• [Task directions]: Since the entries below must stay intact, return each one exactly.

-------- Input for this task --------

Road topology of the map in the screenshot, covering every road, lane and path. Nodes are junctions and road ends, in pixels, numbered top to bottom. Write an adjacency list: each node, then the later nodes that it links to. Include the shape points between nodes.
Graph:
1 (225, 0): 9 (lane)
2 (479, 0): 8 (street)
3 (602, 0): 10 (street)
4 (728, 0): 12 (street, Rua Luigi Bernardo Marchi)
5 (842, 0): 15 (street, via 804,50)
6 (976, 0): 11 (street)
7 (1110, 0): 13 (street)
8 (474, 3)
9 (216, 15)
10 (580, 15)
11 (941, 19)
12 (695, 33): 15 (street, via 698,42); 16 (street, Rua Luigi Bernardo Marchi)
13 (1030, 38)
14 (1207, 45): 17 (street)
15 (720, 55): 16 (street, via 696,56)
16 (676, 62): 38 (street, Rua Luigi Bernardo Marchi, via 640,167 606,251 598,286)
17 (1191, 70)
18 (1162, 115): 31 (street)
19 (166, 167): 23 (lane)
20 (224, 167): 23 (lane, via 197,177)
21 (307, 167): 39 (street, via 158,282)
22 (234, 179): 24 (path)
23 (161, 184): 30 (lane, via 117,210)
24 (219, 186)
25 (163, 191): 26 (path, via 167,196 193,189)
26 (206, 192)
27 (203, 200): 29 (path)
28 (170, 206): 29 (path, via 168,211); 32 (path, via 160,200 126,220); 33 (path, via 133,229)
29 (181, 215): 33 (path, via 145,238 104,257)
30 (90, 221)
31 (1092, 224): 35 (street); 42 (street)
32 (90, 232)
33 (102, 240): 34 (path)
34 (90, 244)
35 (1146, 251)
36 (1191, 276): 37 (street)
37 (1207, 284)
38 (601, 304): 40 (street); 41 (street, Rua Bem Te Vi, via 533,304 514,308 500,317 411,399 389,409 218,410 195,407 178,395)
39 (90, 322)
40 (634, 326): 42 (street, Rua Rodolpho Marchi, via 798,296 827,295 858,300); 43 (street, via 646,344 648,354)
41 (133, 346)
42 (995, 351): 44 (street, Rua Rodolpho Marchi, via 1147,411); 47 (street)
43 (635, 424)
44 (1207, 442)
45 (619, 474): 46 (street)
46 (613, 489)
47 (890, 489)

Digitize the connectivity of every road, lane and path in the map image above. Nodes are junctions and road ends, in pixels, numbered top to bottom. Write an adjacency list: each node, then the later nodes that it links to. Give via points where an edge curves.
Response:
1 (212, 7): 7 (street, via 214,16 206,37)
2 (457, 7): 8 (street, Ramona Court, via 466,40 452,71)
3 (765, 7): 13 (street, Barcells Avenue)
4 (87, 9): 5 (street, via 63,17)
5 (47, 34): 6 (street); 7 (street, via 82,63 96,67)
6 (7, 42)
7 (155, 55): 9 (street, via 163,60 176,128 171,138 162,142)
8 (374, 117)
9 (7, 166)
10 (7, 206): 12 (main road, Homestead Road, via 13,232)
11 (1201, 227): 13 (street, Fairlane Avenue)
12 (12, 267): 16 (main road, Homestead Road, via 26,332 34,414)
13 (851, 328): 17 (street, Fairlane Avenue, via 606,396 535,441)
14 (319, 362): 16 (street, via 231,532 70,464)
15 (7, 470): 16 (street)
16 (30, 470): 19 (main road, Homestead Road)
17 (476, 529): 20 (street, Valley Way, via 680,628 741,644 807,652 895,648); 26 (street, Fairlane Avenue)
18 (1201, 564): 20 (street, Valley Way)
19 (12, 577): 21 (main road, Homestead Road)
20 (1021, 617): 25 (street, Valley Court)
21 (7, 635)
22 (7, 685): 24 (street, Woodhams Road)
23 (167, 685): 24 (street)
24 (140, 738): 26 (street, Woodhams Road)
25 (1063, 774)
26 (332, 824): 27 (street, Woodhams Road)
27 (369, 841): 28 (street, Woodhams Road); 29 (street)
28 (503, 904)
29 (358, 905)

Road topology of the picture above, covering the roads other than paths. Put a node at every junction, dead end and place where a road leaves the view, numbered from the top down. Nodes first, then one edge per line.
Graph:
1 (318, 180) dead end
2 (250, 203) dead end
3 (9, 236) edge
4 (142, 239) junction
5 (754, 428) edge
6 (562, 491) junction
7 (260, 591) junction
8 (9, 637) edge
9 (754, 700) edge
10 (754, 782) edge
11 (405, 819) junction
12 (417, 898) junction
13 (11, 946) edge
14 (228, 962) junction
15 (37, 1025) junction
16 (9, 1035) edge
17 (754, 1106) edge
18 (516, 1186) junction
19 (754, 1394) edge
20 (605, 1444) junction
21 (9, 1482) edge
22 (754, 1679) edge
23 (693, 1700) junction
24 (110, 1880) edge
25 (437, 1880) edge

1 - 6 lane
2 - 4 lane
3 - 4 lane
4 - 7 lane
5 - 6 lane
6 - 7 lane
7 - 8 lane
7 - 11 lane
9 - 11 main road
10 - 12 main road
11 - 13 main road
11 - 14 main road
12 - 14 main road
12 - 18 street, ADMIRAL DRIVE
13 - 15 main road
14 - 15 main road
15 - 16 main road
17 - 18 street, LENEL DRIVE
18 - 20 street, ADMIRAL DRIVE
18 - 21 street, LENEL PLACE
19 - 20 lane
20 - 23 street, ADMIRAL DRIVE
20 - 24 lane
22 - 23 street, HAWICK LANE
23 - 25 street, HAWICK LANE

--------

• [Answer section]:
Road topology of the map in the screenshot, covering every road, lane and path. Nodes are junctions and road ends, in pixels, numbered top to bottom. Write an adjacency list: each node, then the later nodes that it links to. Include the shape points between nodes.
Graph:
1 (225, 0): 9 (lane)
2 (479, 0): 8 (street)
3 (602, 0): 10 (street)
4 (728, 0): 12 (street, Rua Luigi Bernardo Marchi)
5 (842, 0): 15 (street, via 804,50)
6 (976, 0): 11 (street)
7 (1110, 0): 13 (street)
8 (474, 3)
9 (216, 15)
10 (580, 15)
11 (941, 19)
12 (695, 33): 15 (street, via 698,42); 16 (street, Rua Luigi Bernardo Marchi)
13 (1030, 38)
14 (1207, 45): 17 (street)
15 (720, 55): 16 (street, via 696,56)
16 (676, 62): 38 (street, Rua Luigi Bernardo Marchi, via 640,167 606,251 598,286)
17 (1191, 70)
18 (1162, 115): 31 (street)
19 (166, 167): 23 (lane)
20 (224, 167): 23 (lane, via 197,177)
21 (307, 167): 39 (street, via 158,282)
22 (234, 179): 24 (path)
23 (161, 184): 30 (lane, via 117,210)
24 (219, 186)
25 (163, 191): 26 (path, via 167,196 193,189)
26 (206, 192)
27 (203, 200): 29 (path)
28 (170, 206): 29 (path, via 168,211); 32 (path, via 160,200 126,220); 33 (path, via 133,229)
29 (181, 215): 33 (path, via 145,238 104,257)
30 (90, 221)
31 (1092, 224): 35 (street); 42 (street)
32 (90, 232)
33 (102, 240): 34 (path)
34 (90, 244)
35 (1146, 251)
36 (1191, 276): 37 (street)
37 (1207, 284)
38 (601, 304): 40 (street); 41 (street, Rua Bem Te Vi, via 533,304 514,308 500,317 411,399 389,409 218,410 195,407 178,395)
39 (90, 322)
40 (634, 326): 42 (street, Rua Rodolpho Marchi, via 798,296 827,295 858,300); 43 (street, via 646,344 648,354)
41 (133, 346)
42 (995, 351): 44 (street, Rua Rodolpho Marchi, via 1147,411); 47 (street)
43 (635, 424)
44 (1207, 442)
45 (619, 474): 46 (street)
46 (613, 489)
47 (890, 489)

Digitize the connectivity of every road, lane and path in the map image above. Nodes are junctions and road ends, in pixels, numbered top to bottom. Write an adjacency list: each node, then the later nodes that it links to. Give via points where an edge curves.
Response:
1 (212, 7): 7 (street, via 214,16 206,37)
2 (457, 7): 8 (street, Ramona Court, via 466,40 452,71)
3 (765, 7): 13 (street, Barcells Avenue)
4 (87, 9): 5 (street, via 63,17)
5 (47, 34): 6 (street); 7 (street, via 82,63 96,67)
6 (7, 42)
7 (155, 55): 9 (street, via 163,60 176,128 171,138 162,142)
8 (374, 117)
9 (7, 166)
10 (7, 206): 12 (main road, Homestead Road, via 13,232)
11 (1201, 227): 13 (street, Fairlane Avenue)
12 (12, 267): 16 (main road, Homestead Road, via 26,332 34,414)
13 (851, 328): 17 (street, Fairlane Avenue, via 606,396 535,441)
14 (319, 362): 16 (street, via 231,532 70,464)
15 (7, 470): 16 (street)
16 (30, 470): 19 (main road, Homestead Road)
17 (476, 529): 20 (street, Valley Way, via 680,628 741,644 807,652 895,648); 26 (street, Fairlane Avenue)
18 (1201, 564): 20 (street, Valley Way)
19 (12, 577): 21 (main road, Homestead Road)
20 (1021, 617): 25 (street, Valley Court)
21 (7, 635)
22 (7, 685): 24 (street, Woodhams Road)
23 (167, 685): 24 (street)
24 (140, 738): 26 (street, Woodhams Road)
25 (1063, 774)
26 (332, 824): 27 (street, Woodhams Road)
27 (369, 841): 28 (street, Woodhams Road); 29 (street)
28 (503, 904)
29 (358, 905)

Road topology of the picture above, covering the roads other than paths. Put a node at every junction, dead end and place where a road leaves the view, numbered from the top down. Nodes first, then one edge per line.
Graph:
1 (318, 180) dead end
2 (250, 203) dead end
3 (9, 236) edge
4 (142, 239) junction
5 (754, 428) edge
6 (562, 491) junction
7 (260, 591) junction
8 (9, 637) edge
9 (754, 700) edge
10 (754, 782) edge
11 (405, 819) junction
12 (417, 898) junction
13 (11, 946) edge
14 (228, 962) junction
15 (37, 1025) junction
16 (9, 1035) edge
17 (754, 1106) edge
18 (516, 1186) junction
19 (754, 1394) edge
20 (605, 1444) junction
21 (9, 1482) edge
22 (754, 1679) edge
23 (693, 1700) junction
24 (110, 1880) edge
25 (437, 1880) edge

1 - 6 lane
2 - 4 lane
3 - 4 lane
4 - 7 lane
5 - 6 lane
6 - 7 lane
7 - 8 lane
7 - 11 lane
9 - 11 main road
10 - 12 main road
11 - 13 main road
11 - 14 main road
12 - 14 main road
12 - 18 street, ADMIRAL DRIVE
13 - 15 main road
14 - 15 main road
15 - 16 main road
17 - 18 street, LENEL DRIVE
18 - 20 street, ADMIRAL DRIVE
18 - 21 street, LENEL PLACE
19 - 20 lane
20 - 23 street, ADMIRAL DRIVE
20 - 24 lane
22 - 23 street, HAWICK LANE
23 - 25 street, HAWICK LANE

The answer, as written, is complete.